Why do chloroplasts and mitochondria contain distinct genetic systems to make a small but constant sub-set of their own proteins? I propose that redox control of gene expression explains the function of the genomes of chloroplasts and mitochondria and their retention, in evolution, as extra-nuclear genetic systems. This hypothesis is named “CoRR” for “Co-location for Redox Regulation”. CoRR states that redox regulation of gene expression repays, on its own, the huge cost of maintaining genetic systems in the chloroplasts and mitochondria of eukaryotic cells. For animal mitochondria, this cost includes ageing and death of the individual. Template mitochondria are rescued and granted immortality by means of maternal inheritance and sex. Redox chemistry is thus a key to understanding both cell evolution and biological energy transduction. In my laboratory, Sujith Puthiyaveetil has found the conserved, ancestral, “bacterial” sensor kinase that couples electron transport to chloroplast gene transcription, and whose existence and properties are predicted by CoRR. Numerous experimental predictions flow from this key discovery.

 

I propose that oxygen-evolving photosynthesis arose from a simple mutation that produced constitutive expression of two sets of reaction centre genes, otherwise expressed at different times and in different places in an anaerobic bacterium. Shared electron carriers then connected the two, newly co-existing photosystems, giving rise to photosystem I and photosystem II and to the first cyanobacterium. The electrical connection allowed indefinitely renewable generation of electrochemical potentials high enough to oxidise water to oxygen. This testable hypothesis provides an insight into the origin of oxygenic photosynthesis - the profound evolutionary and geochemical transition that paved the way for aerobic respiration, eukaryotes, multicellularity, plants and animals, and colonisation of the land.

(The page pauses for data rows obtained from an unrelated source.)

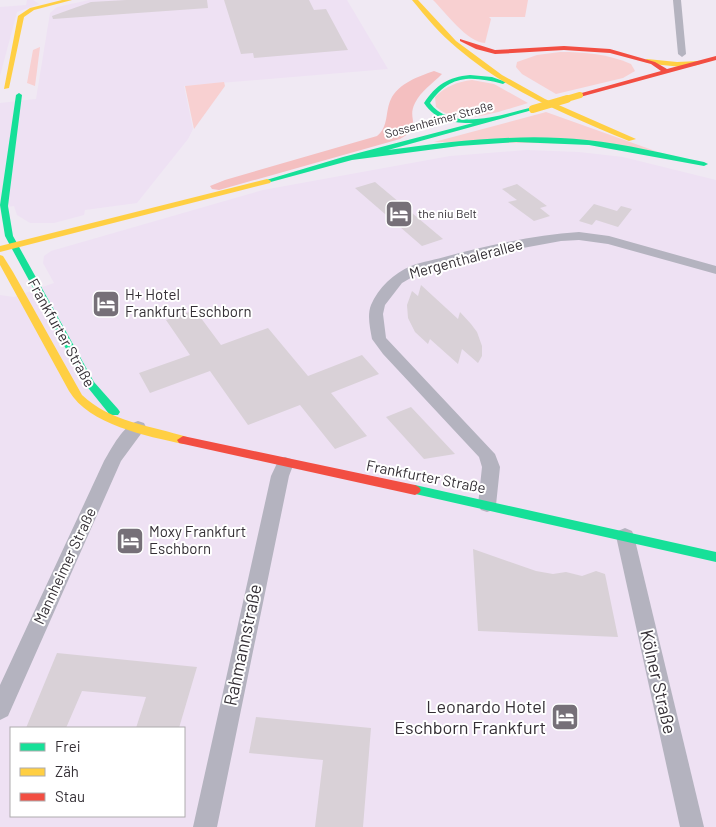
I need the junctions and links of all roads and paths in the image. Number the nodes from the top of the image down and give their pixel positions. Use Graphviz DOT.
graph roads {
  1 [pos="69,0"];
  2 [pos="74,0"];
  3 [pos="415,0"];
  4 [pos="425,0"];
  5 [pos="676,0"];
  6 [pos="52,3"];
  7 [pos="32,24"];
  8 [pos="460,43"];
  9 [pos="529,51"];
  10 [pos="682,54"];
  11 [pos="716,58"];
  12 [pos="642,62"];
  13 [pos="699,63"];
  14 [pos="666,73"];
  15 [pos="638,80"];
  16 [pos="518,83"];
  17 [pos="2,91"];
  18 [pos="418,112"];
  19 [pos="490,120"];
  20 [pos="444,133"];
  21 [pos="646,138"];
  22 [pos="662,144"];
  23 [pos="380,150"];
  24 [pos="5,152"];
  25 [pos="346,159"];
  26 [pos="716,162"];
  27 [pos="704,164"];
  28 [pos="716,168"];
  29 [pos="170,206"];
  30 [pos="4,219"];
  31 [pos="62,233"];
  32 [pos="0,249"];
  33 [pos="16,249"];
  34 [pos="0,258"];
  35 [pos="716,270"];
  36 [pos="0,278"];
  37 [pos="19,286"];
  38 [pos="135,426"];
  39 [pos="285,464"];
  40 [pos="487,505"];
  41 [pos="624,536"];
  42 [pos="716,557"];
  43 [pos="0,709"];
  44 [pos="205,827"];
  45 [pos="692,827"];
  1 -- 6 [label="main road"];
  2 -- 6 [label="main road"];
  3 -- 8 [label="main road"];
  4 -- 8 [label="main road"];
  5 -- 10 [label="street"];
  6 -- 7 [label="main road"];
  6 -- 17 [label="main road"];
  8 -- 9 [label="main road"];
  8 -- 16 [label="main road"];
  8 -- 18 [label="main road"];
  9 -- 12 [label="main road"];
  9 -- 16 [label="main road"];
  11 -- 13 [label="main road, Sossenheimer Straße"];
  12 -- 13 [label="main road"];
  12 -- 14 [label="main road"];
  12 -- 15 [label="main road"];
  13 -- 14 [label="main road, Sossenheimer Straße"];
  14 -- 15 [label="main road, Sossenheimer Straße"];
  15 -- 19 [label="main road, Sossenheimer Straße, bridge"];
  16 -- 19 [label="main road"];
  16 -- 21 [label="main road"];
  16 -- 27 [label="main road"];
  17 -- 24 [label="main road"];
  19 -- 20 [label="main road, Sossenheimer Straße"];
  20 -- 23 [label="main road, Sossenheimer Straße"];
  20 -- 23 [label="main road"];
  22 -- 26 [label="main road"];
  23 -- 25 [label="main road, Sossenheimer Straße"];
  24 -- 30 [label="main road"];
  25 -- 27 [label="main road"];
  25 -- 29 [label="main road, Sossenheimer Straße"];
  27 -- 28 [label="main road"];
  29 -- 31 [label="main road, Sossenheimer Straße"];
  29 -- 33 [label="main road, Sossenheimer Straße"];
  30 -- 31 [label="main road"];
  30 -- 33 [label="main road, Frankfurter Straße"];
  31 -- 33 [label="main road, Sossenheimer Straße"];
  32 -- 33 [label="main road, Sossenheimer Straße"];
  33 -- 34 [label="main road, Sossenheimer Straße"];
  33 -- 38 [label="main road, Frankfurter Straße"];
  34 -- 37 [label="main road, Frankfurter Straße"];
  35 -- 40 [label="street, Mergenthalerallee"];
  36 -- 37 [label="main road"];
  37 -- 38 [label="main road, Frankfurter Straße"];
  38 -- 39 [label="main road, Frankfurter Straße"];
  38 -- 43 [label="street, Mannheimer Straße"];
  39 -- 40 [label="main road, Frankfurter Straße"];
  39 -- 44 [label="street, Rahmannstraße"];
  40 -- 41 [label="main road, Frankfurter Straße"];
  41 -- 42 [label="main road, Frankfurter Straße"];
  41 -- 45 [label="street, Kölner Straße"];
}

Fertilization of an egg by a sperm, like all life processes, requires energy, which is provided in the form of ATP. ATP is made in mitochondria. However, there is a price to pay – mitochondria also contain DNA, which becomes progressively degraded by the chemistry required for ATP synthesis. We show that egg mitochondria are radically different from all others by being in a state of suspended animation – unable to use the information in their DNA to make the protein machinery of respiration. Sperm mitochondria wear out and are discarded when their job is done. But, in their germ-lines, females carry mitochondria that never grow old.

In photosynthesis, the redox state of the electron carrier plastoquinone controls phosphorylation of proteins of the chloroplast light-harvesting pigment-protein complex, LHC II. This control explains the phenomenon of “state 1-state 2 transitions” in plants and algae. Our results that first suggested this hypothesis have been corroborated in many laboratories and experimental systems. Light-harvesting function of chloroplast chlorophyll-proteins is universally regulated to restore redox poise within the photosynthetic electron transport chain. A major goal is an atomic-resolution structural description of the effects of phosphorylation of LHC II on its interactions with chloroplast photosystem I and photosystem II.